On Thu, Apr 30, 2009 at 02:15:48PM +0800, madi wrote:
> Hi, Stephane.
>
> To give a countermeasure, the response from a recursive sever might as well
> be cached in form of both plaintext and ciphertext which is generated by the
> very recursive server. Thatbcursive server and authoritative name-server is
> secured by DNSSEC, a similar course should be followed by the recursive sever
> right after the DNSSEC verification.
>
this presumes that the query to the authoritiative server is not
intercepted and
replied to by a rogue nameserver -first-....
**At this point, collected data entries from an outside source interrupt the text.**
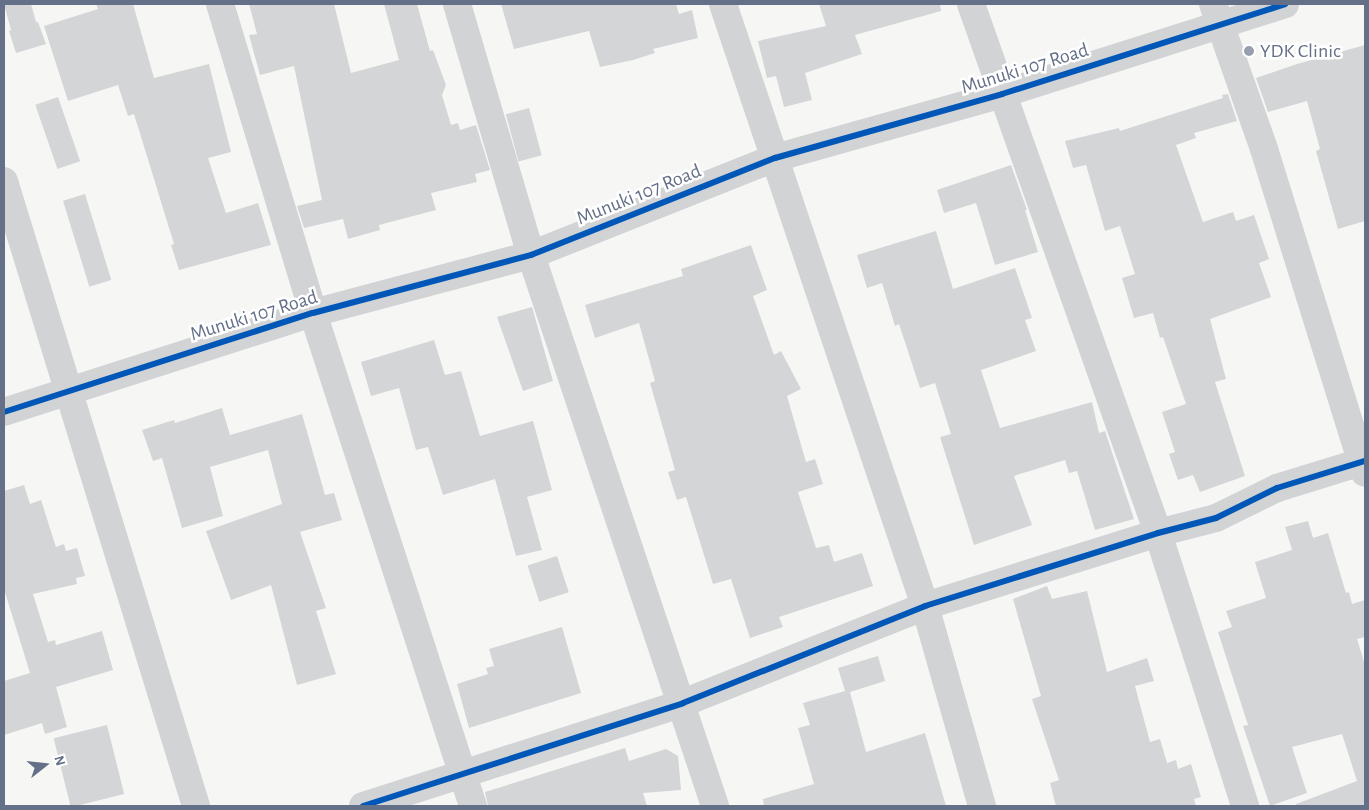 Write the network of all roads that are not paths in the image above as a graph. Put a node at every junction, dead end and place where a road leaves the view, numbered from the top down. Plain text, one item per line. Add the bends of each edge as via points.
1 (220, 4) edge
2 (457, 4) edge
3 (722, 4) edge
4 (971, 4) edge
5 (1285, 4) edge
6 (1217, 15) edge
7 (1002, 94) junction
8 (775, 158) junction
9 (4, 181) edge
10 (531, 255) junction
11 (313, 313) junction
12 (69, 392) junction
13 (4, 412) edge
14 (1364, 466) edge
15 (1158, 532) junction
16 (925, 606) junction
17 (683, 703) junction
18 (464, 775) junction
19 (196, 806) edge
20 (363, 806) edge
21 (473, 806) edge
22 (715, 806) edge
23 (982, 806) edge
24 (1245, 806) edge

1 - 11 street
2 - 10 street
3 - 8 street
4 - 7 street
5 - 6 street, Munuki 107 Road
6 - 7 street, Munuki 107 Road
6 - 14 street via 1270,167
7 - 8 street, Munuki 107 Road
7 - 15 street
8 - 10 street, Munuki 107 Road
8 - 16 street
9 - 12 street
10 - 11 street, Munuki 107 Road
10 - 17 street
11 - 12 street, Munuki 107 Road
11 - 18 street
12 - 13 street, Munuki 107 Road
12 - 19 street
14 - 15 street via 1277,488 1216,518
15 - 16 street
15 - 24 street
16 - 17 street
16 - 23 street
17 - 18 street
17 - 22 street
18 - 20 street
18 - 21 street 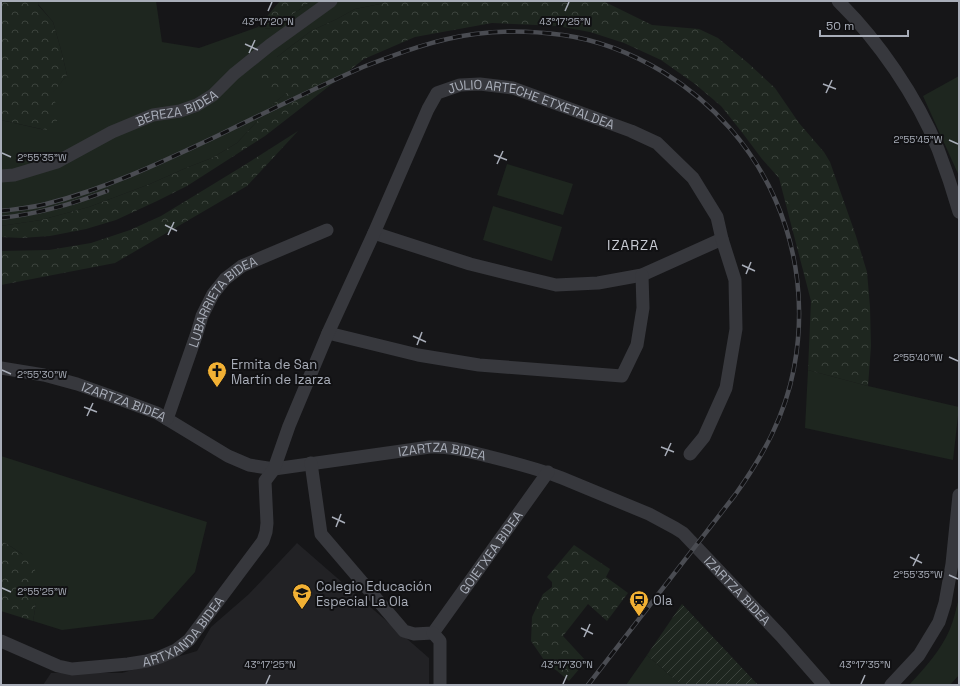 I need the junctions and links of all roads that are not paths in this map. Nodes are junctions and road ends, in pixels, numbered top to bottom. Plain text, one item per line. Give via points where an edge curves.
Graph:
1 (331, 1) edge
2 (838, 1) edge
3 (1, 176) edge
4 (959, 212) edge
5 (327, 230) dead end
6 (374, 233) junction
7 (722, 239) junction
8 (642, 275) junction
9 (328, 333) junction
10 (1, 368) edge
11 (167, 419) junction
12 (690, 454) dead end
13 (311, 463) junction
14 (274, 468) junction
15 (548, 472) junction
16 (959, 495) edge
17 (433, 633) junction
18 (1, 641) edge
19 (440, 685) edge
20 (824, 685) edge
21 (891, 685) edge

1 - 3 street, BEREZA BIDEA via 270,45 213,95 197,105 180,111 153,115 112,132 57,162 14,175
2 - 4 street via 885,55 913,99 937,148
5 - 11 street, LUBARRIETA BIDEA via 242,266 225,279 213,294 202,316
6 - 7 street, JULIO ARTECHE ETXETALDEA via 437,93 460,85 480,84 513,88 631,131 656,143 694,178 718,217
6 - 8 street via 470,264 556,285 598,283
6 - 9 street, JULIO ARTECHE ETXETALDEA
7 - 8 street
7 - 12 street, JULIO ARTECHE ETXETALDEA via 735,280 736,329 726,388 704,437
8 - 9 street via 643,308 637,345 622,376 479,365 418,355
9 - 14 street, JULIO ARTECHE ETXETALDEA
10 - 11 street, IZARTZA BIDEA via 44,375 77,384 156,412
11 - 14 street, IZARTZA BIDEA via 228,456 249,465
13 - 14 street, IZARTZA BIDEA
13 - 15 street, IZARTZA BIDEA via 443,446
13 - 17 street via 320,534 404,631 414,634
14 - 18 street, ARTXANDA BIDEA via 265,481 267,523 263,541 189,640 176,650 147,661 72,669 58,666
15 - 17 street, GOIETXEA BIDEA
15 - 20 street, IZARTZA BIDEA via 649,514 682,533 781,636
16 - 21 street via 946,603 939,622 919,655
17 - 19 street via 440,641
the primary benefit to DNSSEC is that it protects the integrity of the
data - regardless
of where it is coming from. if the cache is corrupted/poisoned, the
data will fail to
validate - and depending on your validator response - will fail
resolution.
what is missing/needed here is a way for a validator to mark a
recursive server as "bad"
and find/select an alternate server... which is outside the scope of
the DNSSEC design.
> Once the requester, a PC typically, gets the response in dual forms, it can
> then verify the correlation between them. If so, even the attacker has
> poisoned the DNS information cache, yet the two forms of poisoned cache,
> plaintext and ciphertext, could not be in accordance with each other.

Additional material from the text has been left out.